Report only how many lines below include "Higueras".

Stored data:

-----

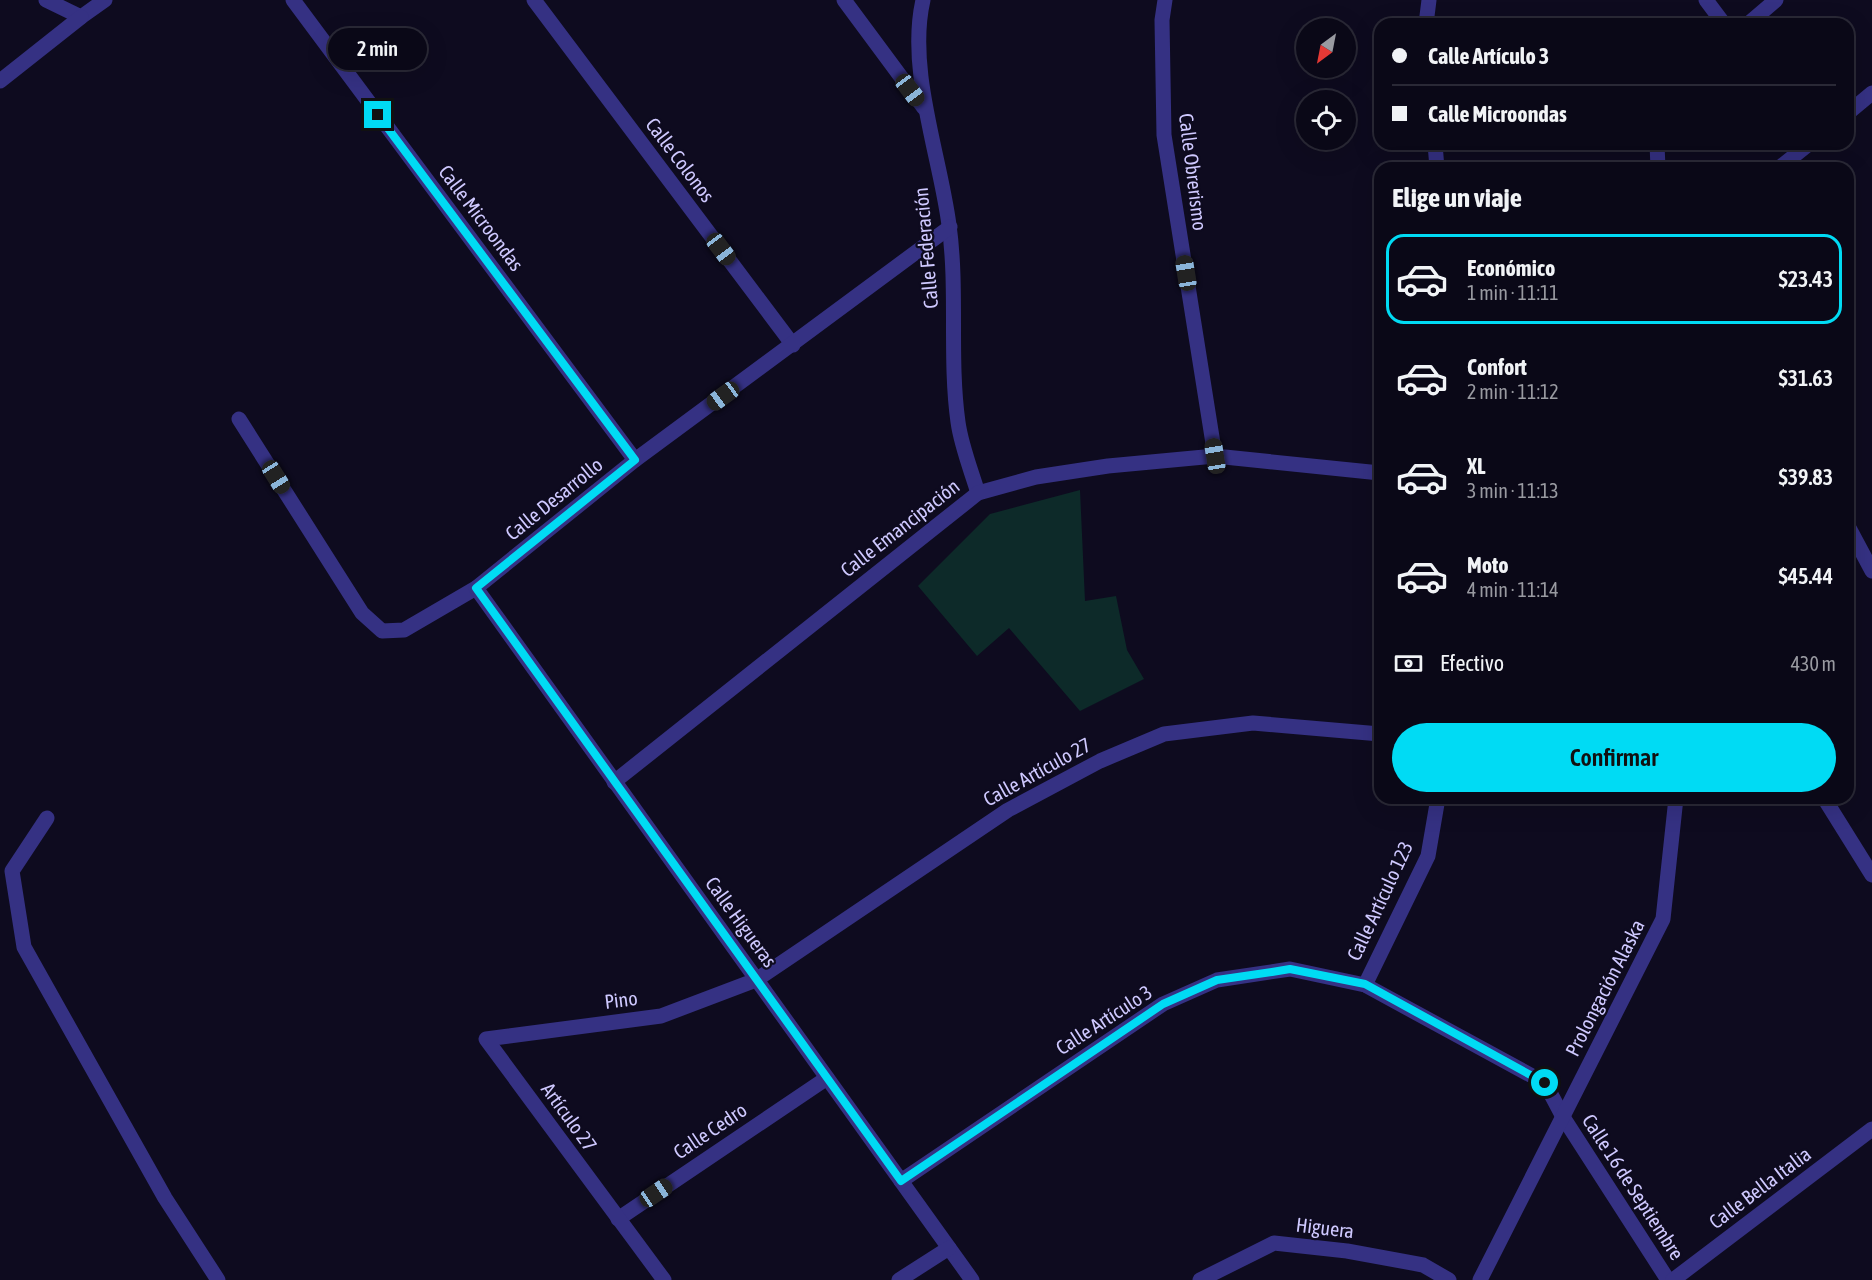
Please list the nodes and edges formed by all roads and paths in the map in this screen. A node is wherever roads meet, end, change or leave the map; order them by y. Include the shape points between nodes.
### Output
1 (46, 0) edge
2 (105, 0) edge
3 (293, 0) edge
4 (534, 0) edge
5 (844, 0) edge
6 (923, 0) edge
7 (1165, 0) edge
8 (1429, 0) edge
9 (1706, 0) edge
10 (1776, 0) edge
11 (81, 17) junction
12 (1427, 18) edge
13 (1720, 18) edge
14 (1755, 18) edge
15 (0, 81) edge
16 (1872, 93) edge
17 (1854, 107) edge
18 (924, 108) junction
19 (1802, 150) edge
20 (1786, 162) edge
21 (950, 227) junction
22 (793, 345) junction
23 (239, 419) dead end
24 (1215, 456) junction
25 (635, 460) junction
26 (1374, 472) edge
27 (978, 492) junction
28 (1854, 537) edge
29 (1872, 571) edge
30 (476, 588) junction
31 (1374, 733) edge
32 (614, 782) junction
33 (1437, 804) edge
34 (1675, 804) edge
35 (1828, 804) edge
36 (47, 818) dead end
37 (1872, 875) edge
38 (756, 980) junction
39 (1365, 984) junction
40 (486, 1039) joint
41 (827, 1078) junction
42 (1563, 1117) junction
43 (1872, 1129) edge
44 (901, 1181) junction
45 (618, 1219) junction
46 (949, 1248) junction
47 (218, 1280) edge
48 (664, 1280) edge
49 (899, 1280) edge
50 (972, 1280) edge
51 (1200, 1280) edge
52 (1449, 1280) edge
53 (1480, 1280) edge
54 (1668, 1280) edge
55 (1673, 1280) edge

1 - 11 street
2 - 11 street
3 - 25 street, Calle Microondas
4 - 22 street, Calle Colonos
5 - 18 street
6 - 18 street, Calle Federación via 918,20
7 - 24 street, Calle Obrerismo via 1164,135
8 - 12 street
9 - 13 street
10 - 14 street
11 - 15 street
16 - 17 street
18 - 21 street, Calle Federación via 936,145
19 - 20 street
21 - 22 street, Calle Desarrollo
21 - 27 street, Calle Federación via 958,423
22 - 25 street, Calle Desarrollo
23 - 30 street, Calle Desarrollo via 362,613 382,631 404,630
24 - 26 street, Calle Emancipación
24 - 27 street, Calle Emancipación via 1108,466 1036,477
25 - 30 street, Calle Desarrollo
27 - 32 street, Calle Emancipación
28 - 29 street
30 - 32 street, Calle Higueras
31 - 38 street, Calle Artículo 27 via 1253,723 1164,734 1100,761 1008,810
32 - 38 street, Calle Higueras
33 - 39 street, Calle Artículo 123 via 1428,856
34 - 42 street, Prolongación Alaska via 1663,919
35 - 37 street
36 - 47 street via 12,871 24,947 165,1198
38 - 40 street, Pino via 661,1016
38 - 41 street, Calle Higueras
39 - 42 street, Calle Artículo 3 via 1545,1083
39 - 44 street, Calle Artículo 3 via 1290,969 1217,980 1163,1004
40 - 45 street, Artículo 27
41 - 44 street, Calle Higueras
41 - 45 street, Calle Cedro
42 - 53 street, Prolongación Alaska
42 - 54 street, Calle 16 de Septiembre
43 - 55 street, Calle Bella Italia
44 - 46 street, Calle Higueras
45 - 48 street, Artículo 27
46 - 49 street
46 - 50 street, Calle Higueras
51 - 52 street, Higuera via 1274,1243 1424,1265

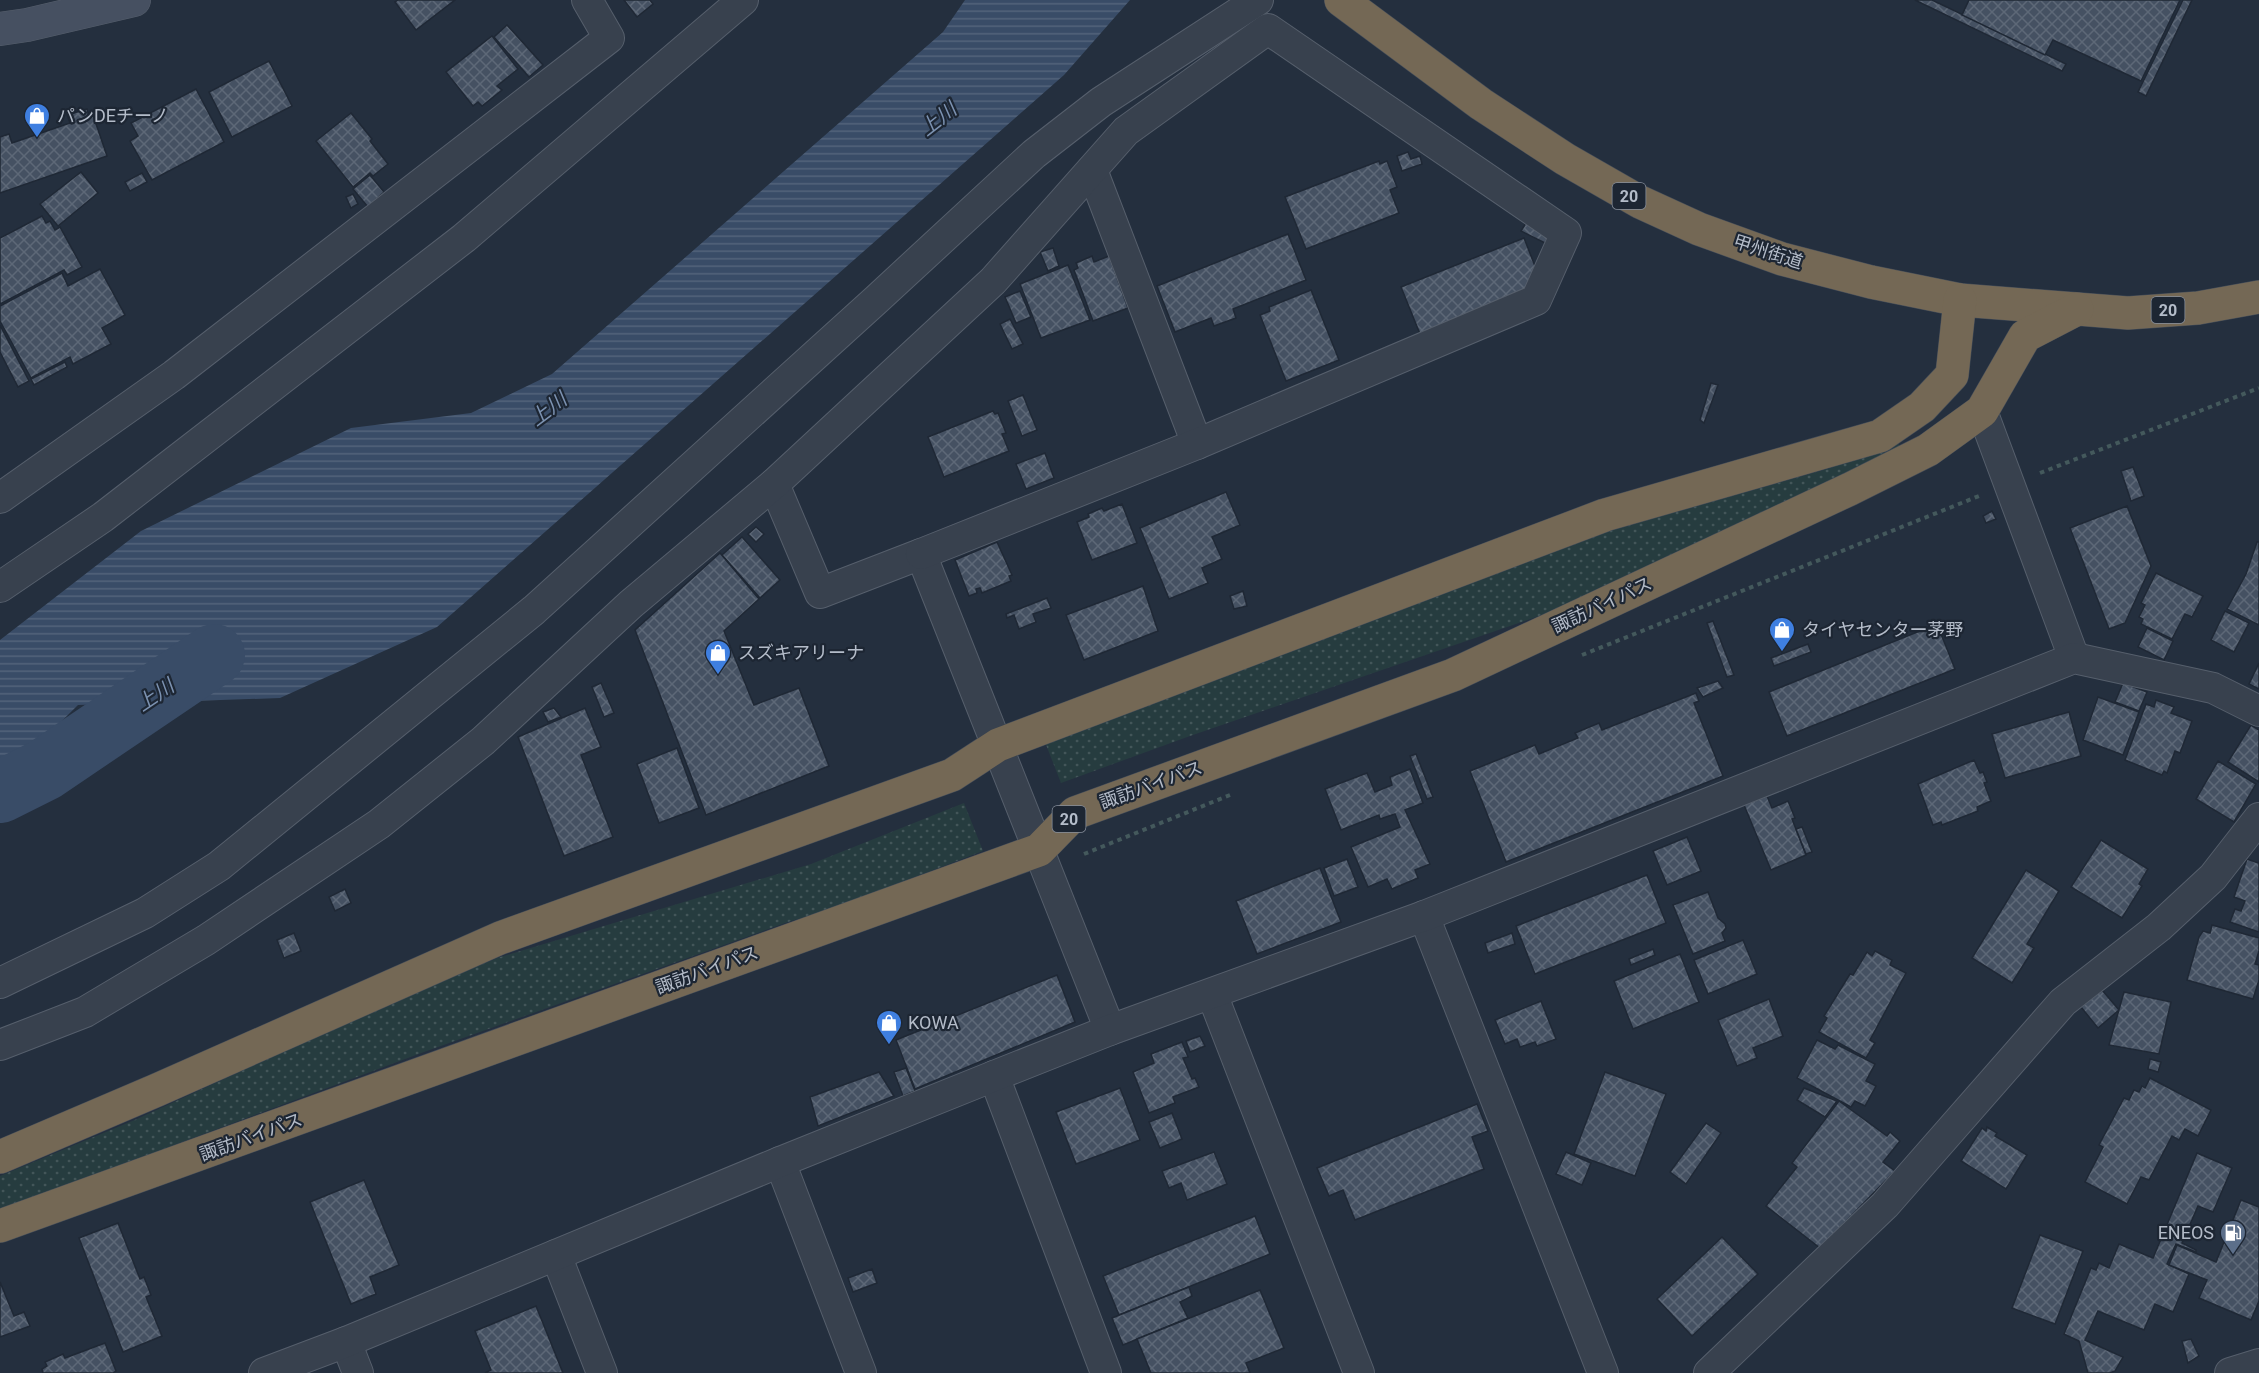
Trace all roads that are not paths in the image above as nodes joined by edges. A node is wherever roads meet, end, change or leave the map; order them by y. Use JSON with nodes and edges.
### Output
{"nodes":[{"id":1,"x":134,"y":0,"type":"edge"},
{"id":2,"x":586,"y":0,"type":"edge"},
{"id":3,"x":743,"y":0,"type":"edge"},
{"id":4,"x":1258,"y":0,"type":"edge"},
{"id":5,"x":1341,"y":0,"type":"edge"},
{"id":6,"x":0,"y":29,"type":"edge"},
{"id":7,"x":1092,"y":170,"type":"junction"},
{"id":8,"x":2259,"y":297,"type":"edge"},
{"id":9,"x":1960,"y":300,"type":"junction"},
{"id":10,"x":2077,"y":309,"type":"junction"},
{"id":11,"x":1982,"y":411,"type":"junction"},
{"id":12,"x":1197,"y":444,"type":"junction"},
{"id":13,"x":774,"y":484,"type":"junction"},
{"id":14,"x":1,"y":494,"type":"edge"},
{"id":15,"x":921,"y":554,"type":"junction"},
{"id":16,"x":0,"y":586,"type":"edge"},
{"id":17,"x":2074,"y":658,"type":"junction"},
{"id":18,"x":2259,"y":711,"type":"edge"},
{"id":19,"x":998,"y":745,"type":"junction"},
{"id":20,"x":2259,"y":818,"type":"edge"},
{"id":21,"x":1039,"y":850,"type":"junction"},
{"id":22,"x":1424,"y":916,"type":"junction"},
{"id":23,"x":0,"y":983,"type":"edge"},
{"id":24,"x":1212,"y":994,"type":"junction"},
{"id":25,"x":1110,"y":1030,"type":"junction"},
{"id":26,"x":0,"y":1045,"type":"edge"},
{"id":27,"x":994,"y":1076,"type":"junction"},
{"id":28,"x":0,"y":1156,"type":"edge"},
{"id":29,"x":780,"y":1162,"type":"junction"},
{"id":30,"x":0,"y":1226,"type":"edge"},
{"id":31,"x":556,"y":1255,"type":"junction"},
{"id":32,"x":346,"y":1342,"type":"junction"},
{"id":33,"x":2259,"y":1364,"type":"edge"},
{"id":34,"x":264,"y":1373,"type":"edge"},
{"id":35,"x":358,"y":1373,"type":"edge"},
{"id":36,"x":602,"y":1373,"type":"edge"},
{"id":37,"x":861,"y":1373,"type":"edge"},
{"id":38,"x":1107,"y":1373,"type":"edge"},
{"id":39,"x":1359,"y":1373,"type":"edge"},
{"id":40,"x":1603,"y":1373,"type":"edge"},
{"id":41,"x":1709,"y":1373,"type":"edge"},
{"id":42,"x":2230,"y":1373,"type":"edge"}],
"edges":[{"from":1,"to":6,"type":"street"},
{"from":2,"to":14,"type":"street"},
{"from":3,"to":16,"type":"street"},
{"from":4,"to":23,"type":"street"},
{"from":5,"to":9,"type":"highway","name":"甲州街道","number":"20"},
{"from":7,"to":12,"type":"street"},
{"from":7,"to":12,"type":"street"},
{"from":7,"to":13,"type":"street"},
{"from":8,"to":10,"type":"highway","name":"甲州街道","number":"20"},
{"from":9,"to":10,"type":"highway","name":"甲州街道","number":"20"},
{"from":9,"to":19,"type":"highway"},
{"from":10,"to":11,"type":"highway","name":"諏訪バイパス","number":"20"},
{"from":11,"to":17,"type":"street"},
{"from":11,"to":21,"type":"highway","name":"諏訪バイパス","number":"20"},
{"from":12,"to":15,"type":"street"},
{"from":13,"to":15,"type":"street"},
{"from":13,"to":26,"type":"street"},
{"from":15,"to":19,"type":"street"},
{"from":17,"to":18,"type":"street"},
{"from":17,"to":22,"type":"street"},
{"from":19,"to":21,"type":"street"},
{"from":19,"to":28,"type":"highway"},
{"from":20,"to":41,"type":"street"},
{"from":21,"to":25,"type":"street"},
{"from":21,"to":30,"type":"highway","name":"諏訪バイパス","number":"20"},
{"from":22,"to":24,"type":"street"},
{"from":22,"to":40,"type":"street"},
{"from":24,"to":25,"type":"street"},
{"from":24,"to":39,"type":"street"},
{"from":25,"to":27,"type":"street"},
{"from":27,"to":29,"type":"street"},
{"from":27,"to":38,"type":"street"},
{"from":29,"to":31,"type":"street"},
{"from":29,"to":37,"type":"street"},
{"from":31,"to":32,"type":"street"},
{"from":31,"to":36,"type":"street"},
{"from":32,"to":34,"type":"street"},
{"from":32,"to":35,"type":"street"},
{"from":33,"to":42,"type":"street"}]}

-----

▶ TASK RESPONSE
6